From the records, return each line that has the word "strokeRect" in it.
*** DATA TO PROCESS Section Begins ***
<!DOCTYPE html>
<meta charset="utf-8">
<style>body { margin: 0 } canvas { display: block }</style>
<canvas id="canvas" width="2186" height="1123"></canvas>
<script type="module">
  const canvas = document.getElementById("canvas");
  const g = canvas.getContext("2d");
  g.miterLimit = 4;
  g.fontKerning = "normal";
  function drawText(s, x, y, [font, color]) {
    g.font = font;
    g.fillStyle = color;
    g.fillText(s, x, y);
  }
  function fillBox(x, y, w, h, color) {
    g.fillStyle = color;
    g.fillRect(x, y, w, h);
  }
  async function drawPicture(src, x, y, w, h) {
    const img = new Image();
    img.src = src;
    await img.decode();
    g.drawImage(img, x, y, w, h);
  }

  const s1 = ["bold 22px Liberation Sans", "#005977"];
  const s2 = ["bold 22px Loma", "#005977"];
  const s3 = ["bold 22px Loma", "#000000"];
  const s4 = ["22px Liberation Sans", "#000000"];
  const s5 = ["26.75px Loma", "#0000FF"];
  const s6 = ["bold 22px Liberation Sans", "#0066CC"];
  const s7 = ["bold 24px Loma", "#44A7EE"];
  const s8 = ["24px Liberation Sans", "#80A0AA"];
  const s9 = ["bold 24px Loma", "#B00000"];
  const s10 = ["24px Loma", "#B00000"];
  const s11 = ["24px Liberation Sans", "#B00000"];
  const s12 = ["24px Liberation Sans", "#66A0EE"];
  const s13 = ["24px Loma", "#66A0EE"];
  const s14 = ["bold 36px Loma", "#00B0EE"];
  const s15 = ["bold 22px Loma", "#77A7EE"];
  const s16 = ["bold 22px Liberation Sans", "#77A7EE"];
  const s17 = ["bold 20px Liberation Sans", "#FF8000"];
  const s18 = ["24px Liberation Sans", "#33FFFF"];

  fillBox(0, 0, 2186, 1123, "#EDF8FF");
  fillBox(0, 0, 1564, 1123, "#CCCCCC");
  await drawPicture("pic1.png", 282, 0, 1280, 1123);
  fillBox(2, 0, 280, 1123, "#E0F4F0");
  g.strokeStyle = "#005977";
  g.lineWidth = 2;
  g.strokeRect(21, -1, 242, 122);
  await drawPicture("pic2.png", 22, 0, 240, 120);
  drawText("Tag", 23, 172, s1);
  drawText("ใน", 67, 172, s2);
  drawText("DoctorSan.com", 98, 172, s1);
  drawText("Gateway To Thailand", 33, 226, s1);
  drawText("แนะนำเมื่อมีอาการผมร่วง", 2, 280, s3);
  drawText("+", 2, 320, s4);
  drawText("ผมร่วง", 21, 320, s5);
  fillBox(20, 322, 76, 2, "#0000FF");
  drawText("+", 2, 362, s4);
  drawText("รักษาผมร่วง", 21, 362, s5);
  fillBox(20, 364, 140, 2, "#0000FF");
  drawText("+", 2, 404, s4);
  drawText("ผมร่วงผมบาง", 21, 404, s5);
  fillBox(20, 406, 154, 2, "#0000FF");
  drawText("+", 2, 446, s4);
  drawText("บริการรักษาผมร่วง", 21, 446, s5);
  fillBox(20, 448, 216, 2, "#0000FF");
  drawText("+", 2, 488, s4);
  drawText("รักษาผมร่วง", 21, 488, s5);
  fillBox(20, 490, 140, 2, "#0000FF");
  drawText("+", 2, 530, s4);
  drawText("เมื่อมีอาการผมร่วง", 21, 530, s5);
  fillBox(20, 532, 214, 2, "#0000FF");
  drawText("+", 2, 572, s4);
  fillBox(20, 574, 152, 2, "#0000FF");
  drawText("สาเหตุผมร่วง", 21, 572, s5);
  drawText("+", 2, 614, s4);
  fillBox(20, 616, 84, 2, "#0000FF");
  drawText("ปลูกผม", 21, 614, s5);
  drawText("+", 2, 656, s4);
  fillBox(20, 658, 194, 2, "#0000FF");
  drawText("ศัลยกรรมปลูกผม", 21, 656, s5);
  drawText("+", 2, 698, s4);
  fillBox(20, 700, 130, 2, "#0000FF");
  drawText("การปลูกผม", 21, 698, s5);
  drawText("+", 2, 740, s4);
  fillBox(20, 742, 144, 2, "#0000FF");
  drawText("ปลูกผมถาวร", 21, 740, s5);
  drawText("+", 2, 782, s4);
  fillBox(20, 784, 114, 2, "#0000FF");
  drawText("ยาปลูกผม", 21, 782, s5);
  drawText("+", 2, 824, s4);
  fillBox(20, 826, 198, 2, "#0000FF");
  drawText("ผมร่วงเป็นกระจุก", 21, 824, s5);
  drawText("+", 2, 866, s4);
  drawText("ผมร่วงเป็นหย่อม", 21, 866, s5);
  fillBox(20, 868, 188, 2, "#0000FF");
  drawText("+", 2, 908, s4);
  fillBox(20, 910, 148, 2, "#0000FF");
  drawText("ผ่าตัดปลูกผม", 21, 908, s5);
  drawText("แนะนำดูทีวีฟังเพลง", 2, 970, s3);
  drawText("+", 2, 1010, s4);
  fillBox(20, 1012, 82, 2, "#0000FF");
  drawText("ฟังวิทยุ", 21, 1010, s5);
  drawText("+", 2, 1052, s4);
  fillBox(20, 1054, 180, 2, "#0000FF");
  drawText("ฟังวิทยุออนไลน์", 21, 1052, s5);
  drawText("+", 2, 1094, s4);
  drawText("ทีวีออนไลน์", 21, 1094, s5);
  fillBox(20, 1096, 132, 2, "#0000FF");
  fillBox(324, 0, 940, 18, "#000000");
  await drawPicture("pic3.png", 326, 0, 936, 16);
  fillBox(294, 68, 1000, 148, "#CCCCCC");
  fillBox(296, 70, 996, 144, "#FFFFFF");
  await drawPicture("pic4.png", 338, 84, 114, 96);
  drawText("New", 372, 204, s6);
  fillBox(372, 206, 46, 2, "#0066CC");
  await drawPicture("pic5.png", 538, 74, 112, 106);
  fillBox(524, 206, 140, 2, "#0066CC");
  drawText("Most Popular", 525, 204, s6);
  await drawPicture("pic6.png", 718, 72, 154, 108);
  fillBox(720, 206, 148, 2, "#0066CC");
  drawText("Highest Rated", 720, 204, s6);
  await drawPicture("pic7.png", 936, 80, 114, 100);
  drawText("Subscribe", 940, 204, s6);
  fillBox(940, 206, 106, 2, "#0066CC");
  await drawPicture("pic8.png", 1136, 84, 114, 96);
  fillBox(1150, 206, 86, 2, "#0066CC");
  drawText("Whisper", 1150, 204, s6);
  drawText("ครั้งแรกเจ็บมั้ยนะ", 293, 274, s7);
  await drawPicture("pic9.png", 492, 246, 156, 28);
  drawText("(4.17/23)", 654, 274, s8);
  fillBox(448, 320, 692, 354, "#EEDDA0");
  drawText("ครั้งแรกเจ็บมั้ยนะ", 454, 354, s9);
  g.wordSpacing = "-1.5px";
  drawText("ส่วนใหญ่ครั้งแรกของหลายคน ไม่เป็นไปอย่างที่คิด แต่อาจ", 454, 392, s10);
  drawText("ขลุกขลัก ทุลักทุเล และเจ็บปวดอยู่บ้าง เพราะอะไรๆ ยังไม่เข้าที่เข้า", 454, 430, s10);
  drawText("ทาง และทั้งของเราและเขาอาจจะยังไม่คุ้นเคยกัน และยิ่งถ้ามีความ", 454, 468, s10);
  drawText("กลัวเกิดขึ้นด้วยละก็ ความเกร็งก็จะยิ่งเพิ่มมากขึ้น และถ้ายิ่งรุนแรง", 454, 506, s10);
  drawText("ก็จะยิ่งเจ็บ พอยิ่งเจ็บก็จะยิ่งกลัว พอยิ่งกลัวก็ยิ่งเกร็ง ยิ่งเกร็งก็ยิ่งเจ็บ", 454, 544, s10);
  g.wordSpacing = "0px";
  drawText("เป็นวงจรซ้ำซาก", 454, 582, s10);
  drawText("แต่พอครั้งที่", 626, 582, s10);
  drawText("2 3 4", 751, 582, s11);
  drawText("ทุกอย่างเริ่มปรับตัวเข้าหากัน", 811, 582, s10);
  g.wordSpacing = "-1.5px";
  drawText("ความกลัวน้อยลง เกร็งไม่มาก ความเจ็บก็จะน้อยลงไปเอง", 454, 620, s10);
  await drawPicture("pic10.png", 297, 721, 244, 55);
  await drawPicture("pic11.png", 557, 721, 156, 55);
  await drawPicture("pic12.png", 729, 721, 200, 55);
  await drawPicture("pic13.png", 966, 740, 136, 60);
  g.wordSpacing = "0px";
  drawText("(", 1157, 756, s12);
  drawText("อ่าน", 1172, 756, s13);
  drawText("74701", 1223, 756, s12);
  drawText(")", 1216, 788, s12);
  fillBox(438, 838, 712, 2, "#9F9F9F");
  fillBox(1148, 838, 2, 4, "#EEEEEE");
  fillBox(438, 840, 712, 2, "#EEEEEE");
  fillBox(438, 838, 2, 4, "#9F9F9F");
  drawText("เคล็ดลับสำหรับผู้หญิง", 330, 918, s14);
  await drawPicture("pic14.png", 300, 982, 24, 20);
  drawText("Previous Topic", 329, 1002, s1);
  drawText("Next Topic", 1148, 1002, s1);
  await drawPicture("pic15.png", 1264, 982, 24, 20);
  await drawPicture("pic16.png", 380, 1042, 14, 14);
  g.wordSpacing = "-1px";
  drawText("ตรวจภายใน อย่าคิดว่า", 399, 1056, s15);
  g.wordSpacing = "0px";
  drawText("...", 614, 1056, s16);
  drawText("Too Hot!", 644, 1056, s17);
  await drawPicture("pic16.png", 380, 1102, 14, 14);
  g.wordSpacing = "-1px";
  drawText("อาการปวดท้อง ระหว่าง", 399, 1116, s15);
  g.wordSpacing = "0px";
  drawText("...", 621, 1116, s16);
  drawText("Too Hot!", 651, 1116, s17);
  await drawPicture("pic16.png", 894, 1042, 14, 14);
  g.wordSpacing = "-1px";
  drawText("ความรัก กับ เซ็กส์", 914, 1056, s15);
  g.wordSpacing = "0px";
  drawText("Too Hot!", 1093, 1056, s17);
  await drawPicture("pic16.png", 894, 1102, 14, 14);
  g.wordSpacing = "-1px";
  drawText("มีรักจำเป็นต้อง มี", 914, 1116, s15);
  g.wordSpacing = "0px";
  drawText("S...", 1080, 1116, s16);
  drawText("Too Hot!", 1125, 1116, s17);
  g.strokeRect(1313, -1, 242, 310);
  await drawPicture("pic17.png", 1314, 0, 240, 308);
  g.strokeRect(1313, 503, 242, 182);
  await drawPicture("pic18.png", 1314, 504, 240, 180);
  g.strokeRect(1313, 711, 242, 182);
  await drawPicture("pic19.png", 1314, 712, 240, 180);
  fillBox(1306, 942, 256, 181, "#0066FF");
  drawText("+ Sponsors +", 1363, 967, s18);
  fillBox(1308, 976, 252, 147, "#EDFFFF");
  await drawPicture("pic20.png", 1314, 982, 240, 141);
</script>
*** DATA TO PROCESS Section Ends ***
FINAL ANSWER:
  g.strokeRect(21, -1, 242, 122);
  g.strokeRect(1313, -1, 242, 310);
  g.strokeRect(1313, 503, 242, 182);
  g.strokeRect(1313, 711, 242, 182);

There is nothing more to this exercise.